At present, no studies have been conducted regarding the use of a two-dimensional photocatalytic fluid bed reactor, internally heated and irradiated by UV LED arrays positioned close to its external walls for obtaining photoxidation reactions. There are no indications regarding the use of. catalyst diluted with alumina or silica or silica gel or glass of suitable particle size.

Objectives of the invention

The main objective of the invention is to develop a system for carrying out heterogeneous gas-solid photocatalytic reactions, which avoids the subsequent separation of the catalyst from the reaction stream. The system consists of a two-dimensional fluidized bed reactor with two flat transparent walls with external lighting, supplied by UV lamps or UV LED matrices. The photoreactor is equipped with an electric heater immersed in the catalytic bed to control the reaction temperature up to 200 ° C. Another object of the invention is that of achieving the total photocatalic oxidation of VOC

Another object of the invention is to demonstrate the efficacy of the system in the selective photocatalytic oxidation of hydrocarbons.

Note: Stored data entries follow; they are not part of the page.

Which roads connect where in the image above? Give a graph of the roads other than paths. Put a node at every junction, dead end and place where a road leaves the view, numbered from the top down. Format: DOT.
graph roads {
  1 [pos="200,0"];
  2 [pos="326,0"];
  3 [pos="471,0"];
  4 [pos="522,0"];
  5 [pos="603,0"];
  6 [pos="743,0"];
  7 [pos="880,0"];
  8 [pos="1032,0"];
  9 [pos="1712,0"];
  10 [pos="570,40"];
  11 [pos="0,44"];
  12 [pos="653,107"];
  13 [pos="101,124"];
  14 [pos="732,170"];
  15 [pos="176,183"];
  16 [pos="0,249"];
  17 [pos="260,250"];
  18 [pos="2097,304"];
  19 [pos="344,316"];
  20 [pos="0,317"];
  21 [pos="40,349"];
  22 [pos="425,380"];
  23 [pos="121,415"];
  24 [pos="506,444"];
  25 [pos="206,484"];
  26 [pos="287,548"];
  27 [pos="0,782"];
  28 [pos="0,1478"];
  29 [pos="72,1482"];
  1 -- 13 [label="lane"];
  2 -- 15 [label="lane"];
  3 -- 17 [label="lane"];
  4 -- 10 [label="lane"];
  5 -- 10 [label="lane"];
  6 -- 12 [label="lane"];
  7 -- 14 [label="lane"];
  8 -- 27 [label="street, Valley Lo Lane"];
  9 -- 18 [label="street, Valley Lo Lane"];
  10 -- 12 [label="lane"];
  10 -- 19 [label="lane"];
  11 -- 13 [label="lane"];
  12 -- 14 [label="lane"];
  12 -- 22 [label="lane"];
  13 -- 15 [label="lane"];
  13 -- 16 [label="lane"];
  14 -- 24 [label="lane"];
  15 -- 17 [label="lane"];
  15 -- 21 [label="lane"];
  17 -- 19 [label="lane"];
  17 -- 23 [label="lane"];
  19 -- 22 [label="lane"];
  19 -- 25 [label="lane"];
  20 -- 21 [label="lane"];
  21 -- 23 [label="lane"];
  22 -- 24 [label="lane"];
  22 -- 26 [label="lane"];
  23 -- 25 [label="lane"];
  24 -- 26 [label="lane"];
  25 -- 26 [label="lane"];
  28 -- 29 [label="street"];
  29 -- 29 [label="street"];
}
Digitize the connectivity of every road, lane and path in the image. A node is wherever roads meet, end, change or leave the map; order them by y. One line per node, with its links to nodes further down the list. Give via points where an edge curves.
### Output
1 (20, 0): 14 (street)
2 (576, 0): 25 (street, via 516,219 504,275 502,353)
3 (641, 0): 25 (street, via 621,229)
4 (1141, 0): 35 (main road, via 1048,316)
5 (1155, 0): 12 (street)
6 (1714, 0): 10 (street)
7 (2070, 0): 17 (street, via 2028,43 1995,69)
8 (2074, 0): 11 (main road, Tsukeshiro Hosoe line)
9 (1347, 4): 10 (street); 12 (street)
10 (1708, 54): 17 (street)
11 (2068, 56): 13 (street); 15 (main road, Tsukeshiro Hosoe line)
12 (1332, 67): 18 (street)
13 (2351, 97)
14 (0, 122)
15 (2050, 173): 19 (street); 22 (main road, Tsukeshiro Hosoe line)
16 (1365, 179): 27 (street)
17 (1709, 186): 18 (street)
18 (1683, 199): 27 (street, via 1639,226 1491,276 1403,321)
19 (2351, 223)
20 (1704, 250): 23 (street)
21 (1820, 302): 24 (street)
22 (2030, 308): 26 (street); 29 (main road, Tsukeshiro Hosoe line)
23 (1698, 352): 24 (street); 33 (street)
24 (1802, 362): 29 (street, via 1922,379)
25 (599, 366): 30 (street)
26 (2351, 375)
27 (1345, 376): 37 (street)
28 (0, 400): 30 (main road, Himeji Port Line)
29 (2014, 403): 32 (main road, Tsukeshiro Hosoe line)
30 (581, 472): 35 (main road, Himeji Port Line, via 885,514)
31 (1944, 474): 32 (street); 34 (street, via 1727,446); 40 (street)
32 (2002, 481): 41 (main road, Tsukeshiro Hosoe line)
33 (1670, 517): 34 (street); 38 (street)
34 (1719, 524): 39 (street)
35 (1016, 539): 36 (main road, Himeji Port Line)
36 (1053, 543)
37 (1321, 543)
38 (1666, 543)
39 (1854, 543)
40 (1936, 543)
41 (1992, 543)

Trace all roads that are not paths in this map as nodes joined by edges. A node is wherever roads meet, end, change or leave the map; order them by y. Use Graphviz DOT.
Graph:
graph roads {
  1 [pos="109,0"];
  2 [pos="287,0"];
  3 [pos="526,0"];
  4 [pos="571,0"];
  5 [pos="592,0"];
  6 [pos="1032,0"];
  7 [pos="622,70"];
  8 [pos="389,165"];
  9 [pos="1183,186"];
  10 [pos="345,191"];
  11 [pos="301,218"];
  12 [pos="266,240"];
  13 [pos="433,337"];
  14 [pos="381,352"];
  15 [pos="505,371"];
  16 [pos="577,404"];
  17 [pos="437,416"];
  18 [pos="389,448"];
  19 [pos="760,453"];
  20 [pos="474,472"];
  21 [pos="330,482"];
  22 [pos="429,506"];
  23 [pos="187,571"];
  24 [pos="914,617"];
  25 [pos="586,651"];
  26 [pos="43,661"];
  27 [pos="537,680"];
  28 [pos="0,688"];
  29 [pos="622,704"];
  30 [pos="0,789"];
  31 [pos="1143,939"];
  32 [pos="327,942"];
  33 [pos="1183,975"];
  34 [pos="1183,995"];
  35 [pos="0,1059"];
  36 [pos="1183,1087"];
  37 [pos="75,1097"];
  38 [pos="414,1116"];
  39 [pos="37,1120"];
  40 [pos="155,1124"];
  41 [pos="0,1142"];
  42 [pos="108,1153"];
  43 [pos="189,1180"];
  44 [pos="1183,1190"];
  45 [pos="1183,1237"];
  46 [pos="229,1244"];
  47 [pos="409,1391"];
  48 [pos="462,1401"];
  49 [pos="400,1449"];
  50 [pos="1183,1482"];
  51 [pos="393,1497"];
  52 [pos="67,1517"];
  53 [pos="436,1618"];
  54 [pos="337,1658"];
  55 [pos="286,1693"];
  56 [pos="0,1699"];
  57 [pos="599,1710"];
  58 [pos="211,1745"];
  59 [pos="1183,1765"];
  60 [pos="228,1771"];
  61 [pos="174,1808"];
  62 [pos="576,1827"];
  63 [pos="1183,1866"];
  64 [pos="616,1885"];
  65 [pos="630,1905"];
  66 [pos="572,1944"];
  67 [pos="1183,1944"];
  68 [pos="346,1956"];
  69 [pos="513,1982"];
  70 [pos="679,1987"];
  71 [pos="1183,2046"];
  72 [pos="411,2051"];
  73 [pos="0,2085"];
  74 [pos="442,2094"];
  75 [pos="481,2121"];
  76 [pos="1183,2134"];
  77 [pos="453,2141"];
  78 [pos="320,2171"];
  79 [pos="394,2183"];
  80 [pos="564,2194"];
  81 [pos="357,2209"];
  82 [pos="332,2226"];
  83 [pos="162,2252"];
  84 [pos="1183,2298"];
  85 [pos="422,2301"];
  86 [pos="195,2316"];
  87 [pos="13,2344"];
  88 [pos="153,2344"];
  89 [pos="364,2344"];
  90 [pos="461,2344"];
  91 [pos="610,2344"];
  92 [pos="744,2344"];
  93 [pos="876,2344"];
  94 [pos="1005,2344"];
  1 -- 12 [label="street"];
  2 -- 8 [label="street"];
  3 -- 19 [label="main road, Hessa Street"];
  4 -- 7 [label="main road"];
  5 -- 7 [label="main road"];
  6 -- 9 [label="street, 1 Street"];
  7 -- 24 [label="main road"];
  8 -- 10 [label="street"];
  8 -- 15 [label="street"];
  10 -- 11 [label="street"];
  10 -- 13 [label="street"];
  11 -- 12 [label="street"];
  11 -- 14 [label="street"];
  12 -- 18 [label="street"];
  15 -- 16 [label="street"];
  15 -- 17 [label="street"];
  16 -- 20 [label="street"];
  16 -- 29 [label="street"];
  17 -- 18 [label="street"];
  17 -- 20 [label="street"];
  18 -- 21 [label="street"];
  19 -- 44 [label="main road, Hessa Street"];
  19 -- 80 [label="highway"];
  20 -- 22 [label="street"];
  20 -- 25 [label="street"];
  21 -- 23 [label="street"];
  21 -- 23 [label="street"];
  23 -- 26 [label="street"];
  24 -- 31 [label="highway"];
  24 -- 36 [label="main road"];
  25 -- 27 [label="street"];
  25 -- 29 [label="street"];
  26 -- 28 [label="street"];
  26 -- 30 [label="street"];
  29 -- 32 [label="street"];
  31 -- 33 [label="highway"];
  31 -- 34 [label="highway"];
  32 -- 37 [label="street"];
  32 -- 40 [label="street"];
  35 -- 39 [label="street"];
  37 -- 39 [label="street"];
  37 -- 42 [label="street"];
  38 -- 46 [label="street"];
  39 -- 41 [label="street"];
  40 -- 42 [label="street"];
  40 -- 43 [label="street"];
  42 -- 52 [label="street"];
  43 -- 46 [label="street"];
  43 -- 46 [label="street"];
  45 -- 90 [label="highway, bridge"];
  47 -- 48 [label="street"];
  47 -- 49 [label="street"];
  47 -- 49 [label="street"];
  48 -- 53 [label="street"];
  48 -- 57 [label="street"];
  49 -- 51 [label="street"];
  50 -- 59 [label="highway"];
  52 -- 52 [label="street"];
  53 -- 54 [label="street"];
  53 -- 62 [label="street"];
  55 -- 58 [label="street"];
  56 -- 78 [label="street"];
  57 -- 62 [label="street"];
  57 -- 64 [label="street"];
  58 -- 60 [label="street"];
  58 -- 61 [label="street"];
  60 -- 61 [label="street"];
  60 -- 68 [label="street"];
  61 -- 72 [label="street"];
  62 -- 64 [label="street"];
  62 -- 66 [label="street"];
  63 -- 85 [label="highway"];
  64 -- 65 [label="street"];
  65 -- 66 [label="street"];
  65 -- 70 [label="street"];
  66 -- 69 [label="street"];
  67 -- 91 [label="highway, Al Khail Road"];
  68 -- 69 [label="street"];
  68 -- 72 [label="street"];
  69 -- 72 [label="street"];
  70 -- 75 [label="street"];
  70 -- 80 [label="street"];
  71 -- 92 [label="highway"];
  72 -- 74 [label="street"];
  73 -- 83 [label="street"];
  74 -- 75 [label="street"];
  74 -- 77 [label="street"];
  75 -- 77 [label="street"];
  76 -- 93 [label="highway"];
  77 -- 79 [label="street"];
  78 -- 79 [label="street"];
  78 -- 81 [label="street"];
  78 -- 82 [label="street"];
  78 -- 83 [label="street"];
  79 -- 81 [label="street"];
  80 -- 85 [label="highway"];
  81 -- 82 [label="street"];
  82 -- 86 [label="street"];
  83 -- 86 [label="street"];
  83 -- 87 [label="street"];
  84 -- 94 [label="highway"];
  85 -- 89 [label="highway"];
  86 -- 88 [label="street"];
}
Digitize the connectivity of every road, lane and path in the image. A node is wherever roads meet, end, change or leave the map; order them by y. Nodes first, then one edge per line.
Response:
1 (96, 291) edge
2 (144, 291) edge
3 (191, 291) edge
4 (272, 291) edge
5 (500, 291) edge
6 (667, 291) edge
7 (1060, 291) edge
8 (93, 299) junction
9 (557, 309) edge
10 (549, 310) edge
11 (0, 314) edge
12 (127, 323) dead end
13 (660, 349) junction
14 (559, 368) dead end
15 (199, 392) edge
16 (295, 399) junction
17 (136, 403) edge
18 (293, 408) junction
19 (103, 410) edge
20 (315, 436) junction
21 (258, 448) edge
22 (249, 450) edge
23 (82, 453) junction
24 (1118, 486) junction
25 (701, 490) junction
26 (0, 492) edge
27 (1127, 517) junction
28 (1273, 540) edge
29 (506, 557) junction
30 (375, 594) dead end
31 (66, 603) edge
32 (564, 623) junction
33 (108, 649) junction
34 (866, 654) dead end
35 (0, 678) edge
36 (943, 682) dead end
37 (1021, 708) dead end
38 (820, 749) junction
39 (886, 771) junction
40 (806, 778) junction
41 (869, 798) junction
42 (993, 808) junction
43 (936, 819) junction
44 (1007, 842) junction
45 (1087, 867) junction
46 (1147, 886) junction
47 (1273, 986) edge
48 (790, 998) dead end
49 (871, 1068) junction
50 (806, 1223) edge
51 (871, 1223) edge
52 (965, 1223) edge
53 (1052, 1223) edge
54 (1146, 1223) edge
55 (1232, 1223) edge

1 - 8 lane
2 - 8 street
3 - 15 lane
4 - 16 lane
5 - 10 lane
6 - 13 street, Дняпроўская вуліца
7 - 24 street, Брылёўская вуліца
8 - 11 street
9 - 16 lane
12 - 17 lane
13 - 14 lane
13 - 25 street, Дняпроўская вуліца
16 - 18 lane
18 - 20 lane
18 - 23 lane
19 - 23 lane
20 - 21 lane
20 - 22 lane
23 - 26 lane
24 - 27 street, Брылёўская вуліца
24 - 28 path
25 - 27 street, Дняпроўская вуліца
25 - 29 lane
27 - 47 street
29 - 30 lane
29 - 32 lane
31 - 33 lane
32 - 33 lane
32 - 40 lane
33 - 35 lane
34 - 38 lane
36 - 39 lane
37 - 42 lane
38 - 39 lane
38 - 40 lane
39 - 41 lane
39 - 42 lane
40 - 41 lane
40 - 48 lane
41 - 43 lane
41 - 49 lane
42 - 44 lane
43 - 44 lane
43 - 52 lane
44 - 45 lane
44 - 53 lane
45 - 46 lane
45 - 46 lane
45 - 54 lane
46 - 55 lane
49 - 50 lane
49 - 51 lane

A further objective is to show the effectiveness of photocatalysts based on transition metals, anions such as sulphate, phosphate etc., supported on aluminum or titanium or zirconium or zinc oxides or their mixed oxides, in specific photocatalytic reactions such as partial oxidation , total, oxidative dehydrogenation.

Summary of the invention

The present invention relates to the development of a two-dimensional fluidized bed gas-solid photocatalytic reactor with two flat transparent walls with external lighting, supplied by LED matrices and characterized by high lighting efficiency. The reactor is equipped with an electric heater immersed in the catalytic bed to control the reaction temperature. The invention emphasizes the advantage of combining the positive aspects due to the use of a fluidized bed system and LEDs which are robust, small in size and highly efficient in providing light radiation of suitable wavelength. The fluidized bed reactor has a cross section for the passage of the gases having dimensions of 40 mm x 10 mm; its height is equal to 230 mm while the transparent walls have a thickness of 2 mm. A sintered metal filter (having a size in the range 0.1-1000 J..1mp, more preferably in the range 4-50 J..1m and more preferably 5 J..1mè) used to achieve a uniform distribution of the fed gas . Two LED arrays are assembled and adapted to the geometry of the photoreactor in order to achieve the maximum lighting efficiency of the ballast. The LEDs used have an emission spectrum centered at 365 nrn, which is the right wavelength to activate the semiconductor used as a photocatalyst. An object of the invention is that of carrying out the total photocatalic oxidation of VOC. Oxides of titanium, aluminum, zirconium, zinc or their mixed oxides in powder form are used as catalysts. The addition of transition metals such as vanadates and molybdates and of anions such as sulfate, phosphate improves the desired properties of the photocatalyst. The transition metals and the anions are supported through wet impregnation using aqueous solutions of suitably selected salts, and subsequent treatment in air at high temperature.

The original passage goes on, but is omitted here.